- [About this exercise] Each line in the records below that has the word "pixels" should be copied.

- [Exercise data]
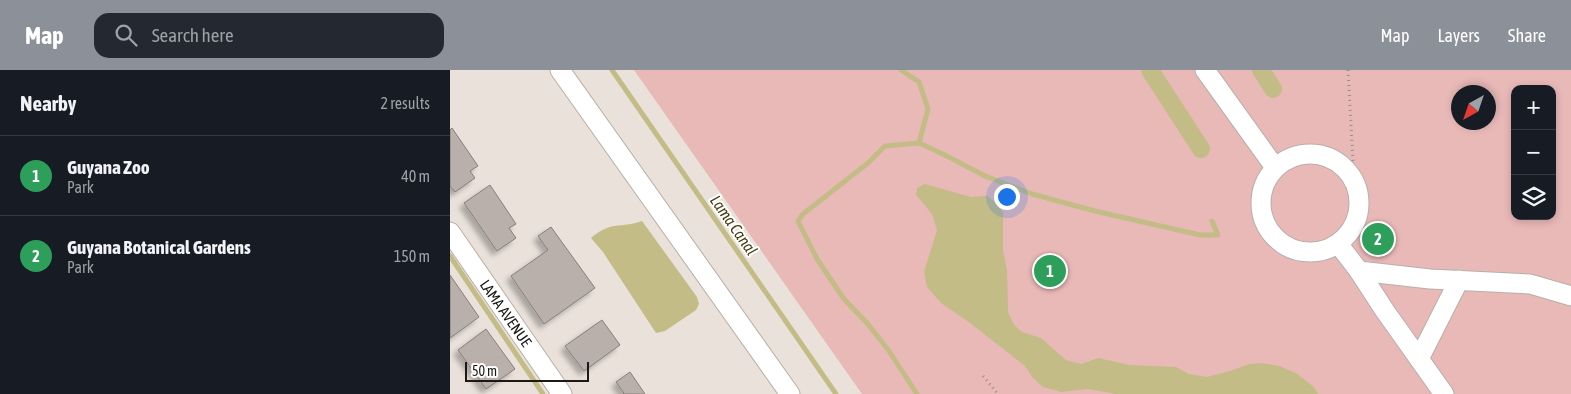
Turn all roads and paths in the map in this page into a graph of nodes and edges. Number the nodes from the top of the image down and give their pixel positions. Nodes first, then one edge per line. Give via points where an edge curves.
1 (560, 70) edge
2 (1205, 70) edge
3 (1348, 70) edge
4 (1274, 166) junction
5 (1354, 179) junction
6 (450, 232) edge
7 (1339, 245) junction
8 (1360, 271) junction
9 (1458, 280) junction
10 (1571, 296) edge
11 (1419, 359) junction
12 (983, 376) dead end
13 (562, 394) edge
14 (790, 394) edge
15 (998, 394) edge
16 (1444, 394) edge

1 - 14 street
2 - 4 street
3 - 5 path
4 - 5 street via 1305,152 1337,159
4 - 7 street via 1260,192 1263,222 1282,245 1310,254
5 - 7 street via 1358,185 1359,219
6 - 13 street, LAMA AVENUE
7 - 8 street
8 - 9 street
8 - 11 street
9 - 10 street via 1530,284
9 - 11 street
11 - 16 street
12 - 15 path

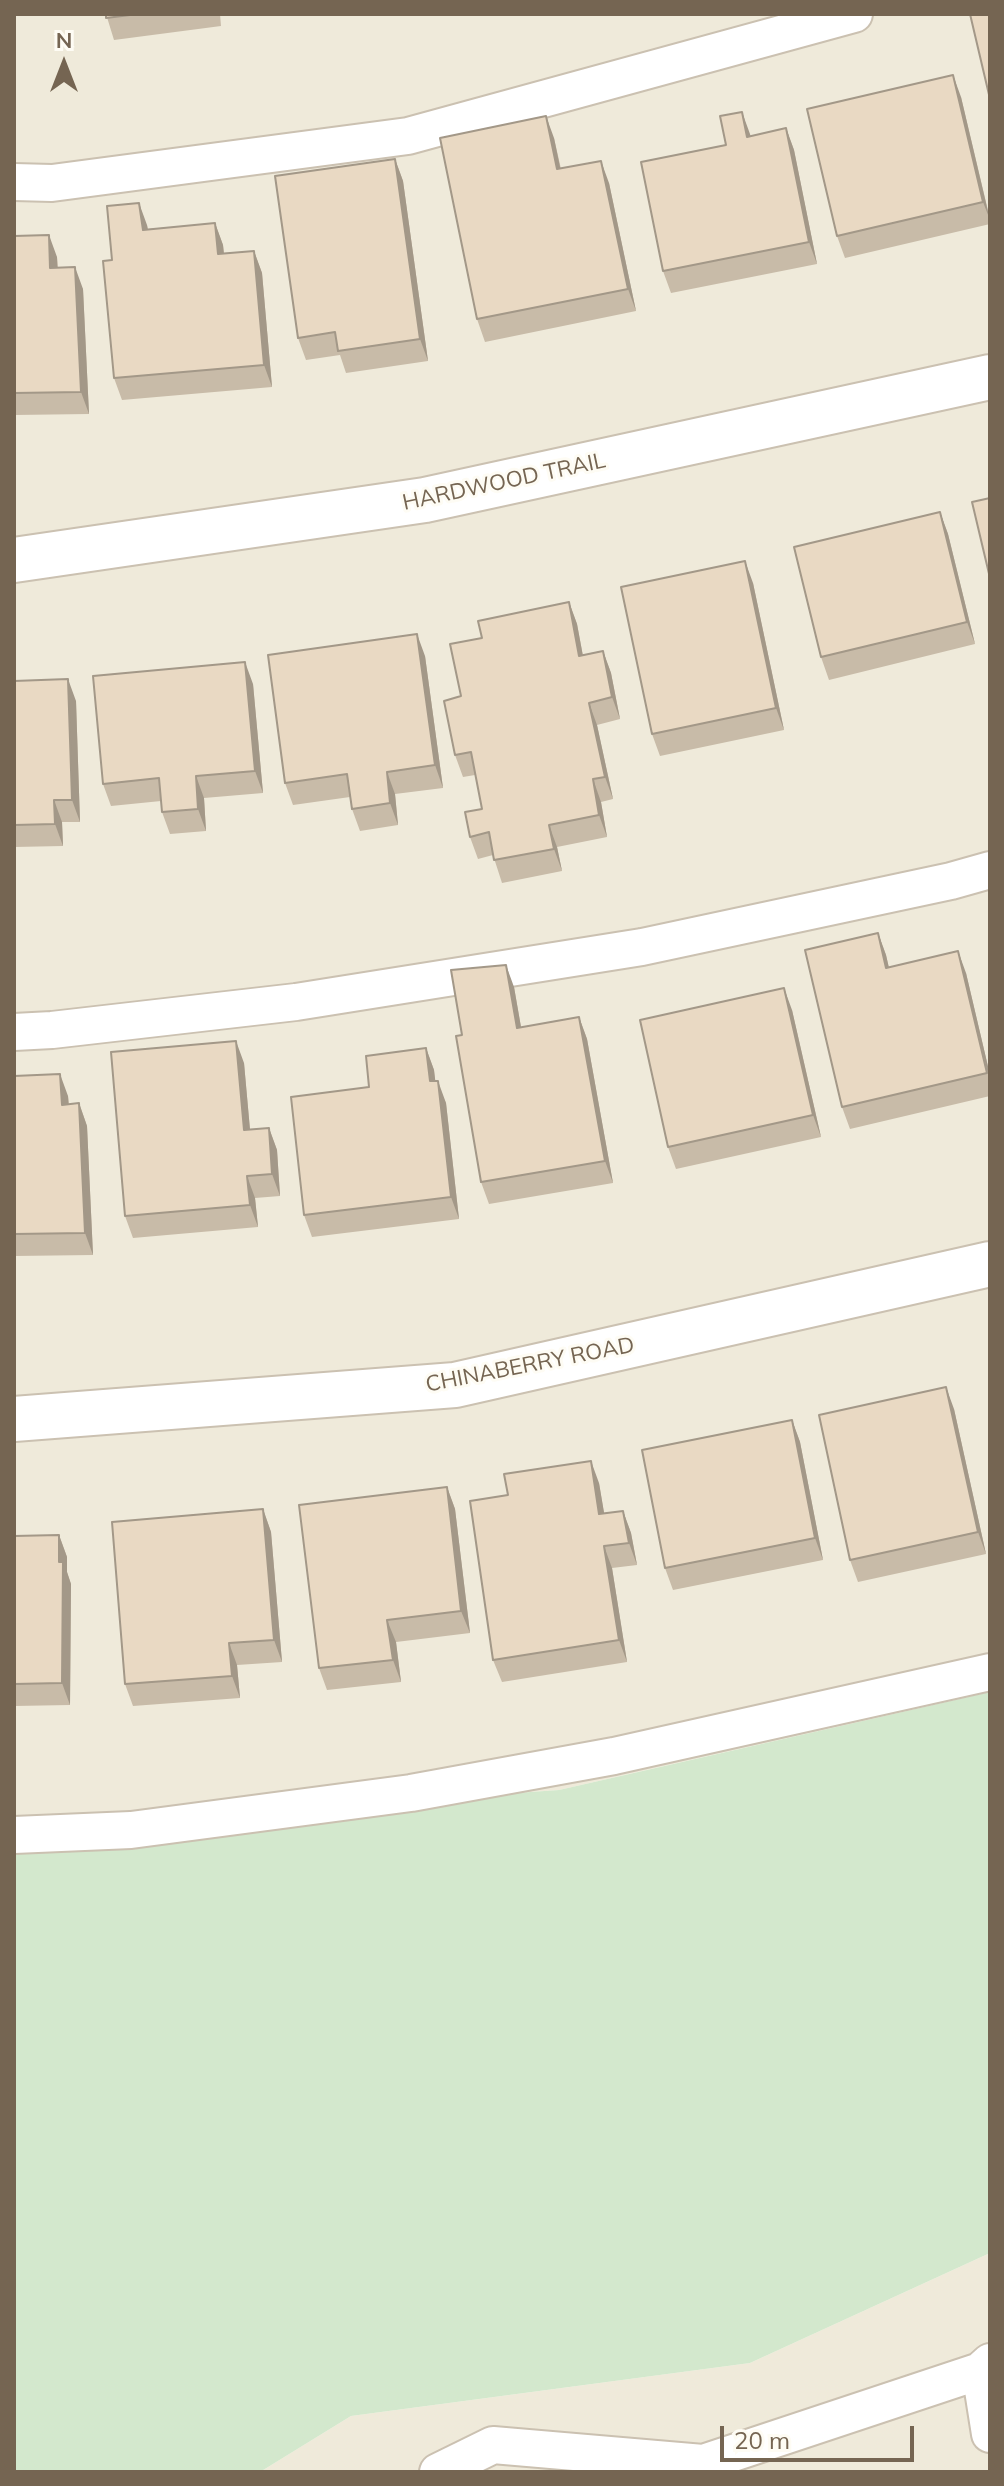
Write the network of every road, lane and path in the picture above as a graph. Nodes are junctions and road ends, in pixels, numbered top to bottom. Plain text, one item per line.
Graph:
1 (854, 14) edge
2 (14, 182) edge
3 (990, 377) edge
4 (14, 560) edge
5 (990, 870) edge
6 (14, 1032) edge
7 (990, 1264) edge
8 (14, 1419) edge
9 (990, 1672) edge
10 (14, 1835) edge
11 (985, 2366) edge
12 (990, 2434) edge
13 (438, 2472) edge

1 - 2 lane
3 - 4 street, HARDWOOD TRAIL
5 - 6 lane
7 - 8 street, CHINABERRY ROAD
9 - 10 lane
11 - 12 lane
11 - 13 lane

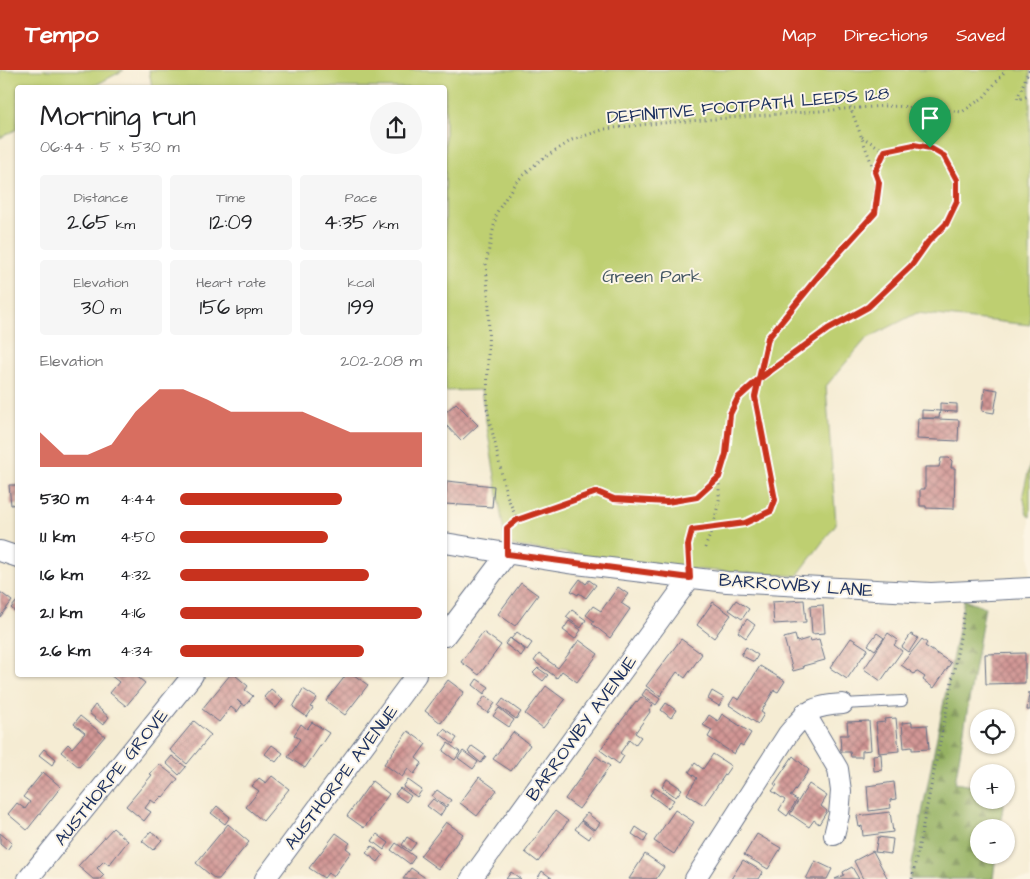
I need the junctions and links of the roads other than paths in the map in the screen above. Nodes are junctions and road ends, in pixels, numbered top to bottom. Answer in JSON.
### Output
{"nodes":[{"id":1,"x":447,"y":543,"type":"edge"},
{"id":2,"x":0,"y":551,"type":"edge"},
{"id":3,"x":507,"y":554,"type":"junction"},
{"id":4,"x":15,"y":557,"type":"edge"},
{"id":5,"x":690,"y":578,"type":"junction"},
{"id":6,"x":1030,"y":588,"type":"edge"},
{"id":7,"x":447,"y":633,"type":"edge"},
{"id":8,"x":191,"y":677,"type":"edge"},
{"id":9,"x":415,"y":677,"type":"edge"},
{"id":10,"x":902,"y":701,"type":"dead end"},
{"id":11,"x":844,"y":704,"type":"joint"},
{"id":12,"x":805,"y":713,"type":"junction"},
{"id":13,"x":834,"y":835,"type":"dead end"},
{"id":14,"x":28,"y":879,"type":"edge"},
{"id":15,"x":265,"y":879,"type":"edge"},
{"id":16,"x":471,"y":879,"type":"edge"},
{"id":17,"x":696,"y":879,"type":"edge"}],
"edges":[{"from":1,"to":3,"type":"street","name":"BARROWBY LANE"},
{"from":2,"to":4,"type":"street"},
{"from":3,"to":5,"type":"street","name":"BARROWBY LANE"},
{"from":3,"to":7,"type":"street"},
{"from":5,"to":6,"type":"street","name":"BARROWBY LANE"},
{"from":5,"to":16,"type":"street","name":"BARROWBY AVENUE"},
{"from":8,"to":14,"type":"street","name":"AUSTHORPE GROVE"},
{"from":9,"to":15,"type":"street","name":"AUSTHORPE AVENUE"},
{"from":10,"to":11,"type":"lane"},
{"from":11,"to":12,"type":"street"},
{"from":12,"to":13,"type":"street"},
{"from":12,"to":17,"type":"street"}]}
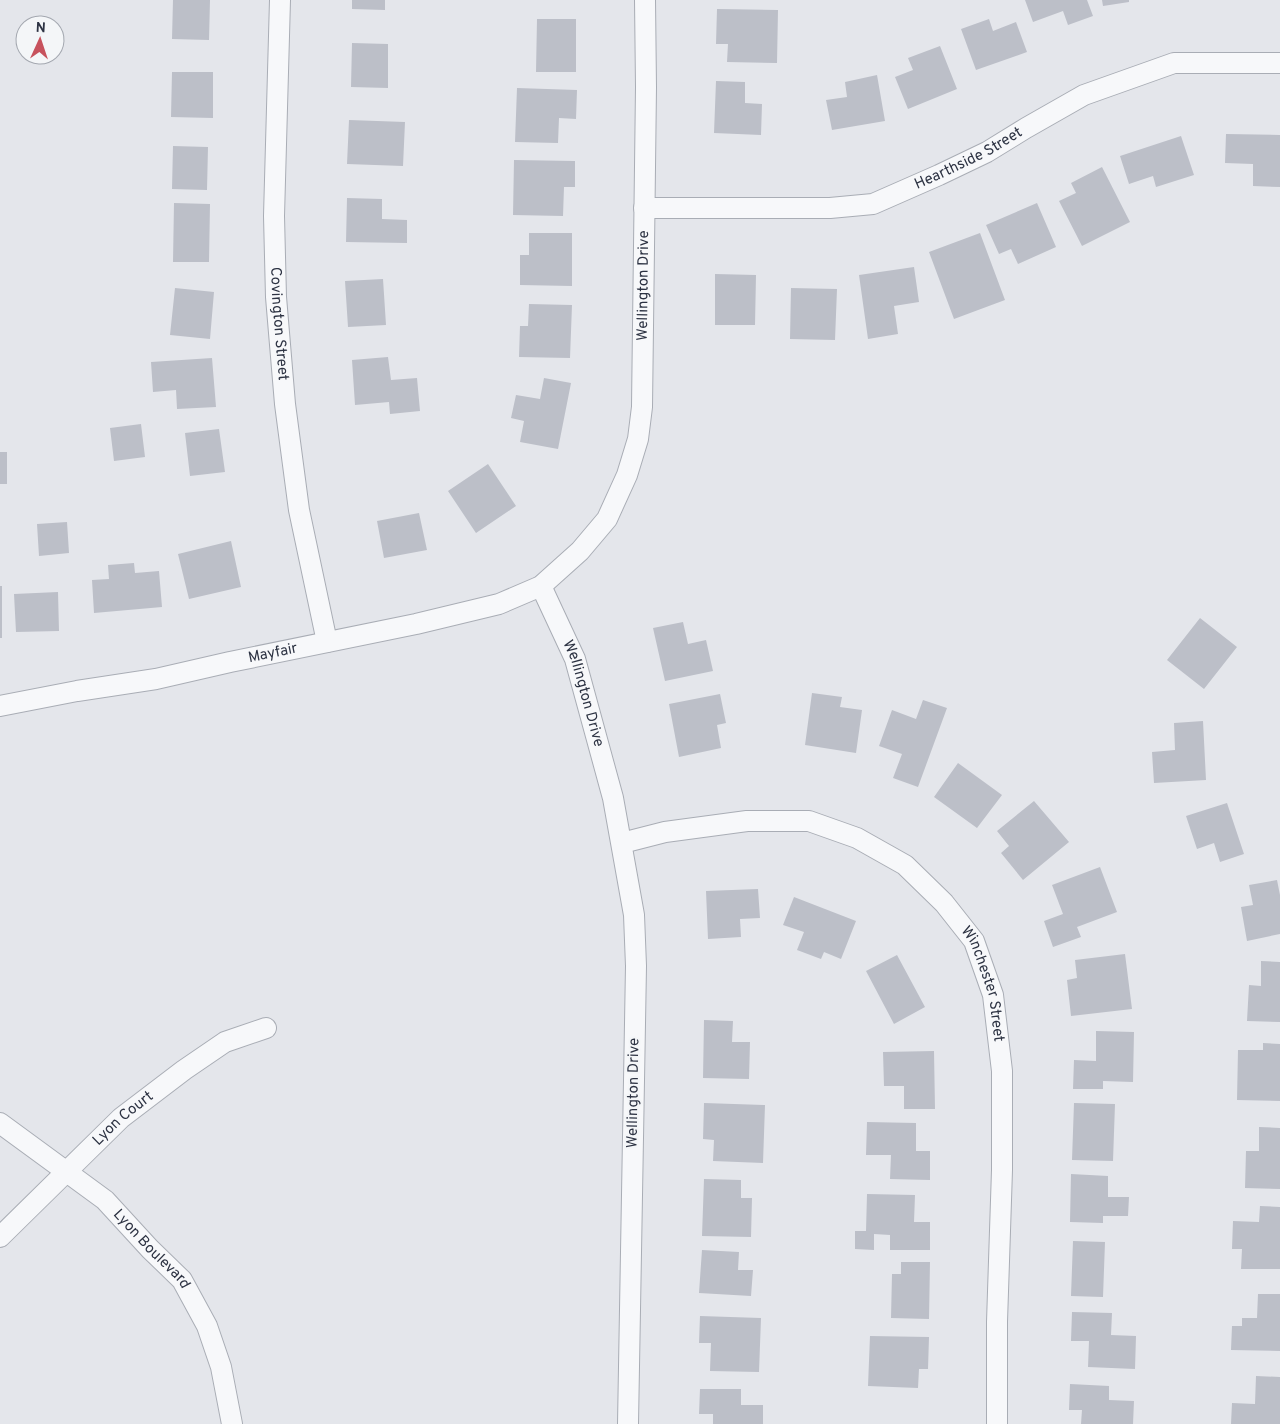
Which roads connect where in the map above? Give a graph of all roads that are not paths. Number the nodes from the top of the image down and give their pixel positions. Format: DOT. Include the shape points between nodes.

- [Solution for this exercise]
Write the network of every road, lane and path in the picture above as a graph. Nodes are junctions and road ends, in pixels, numbered top to bottom. Plain text, one item per line.
I need the junctions and links of the roads other than paths in the map in the screen above. Nodes are junctions and road ends, in pixels, numbered top to bottom. Answer in JSON.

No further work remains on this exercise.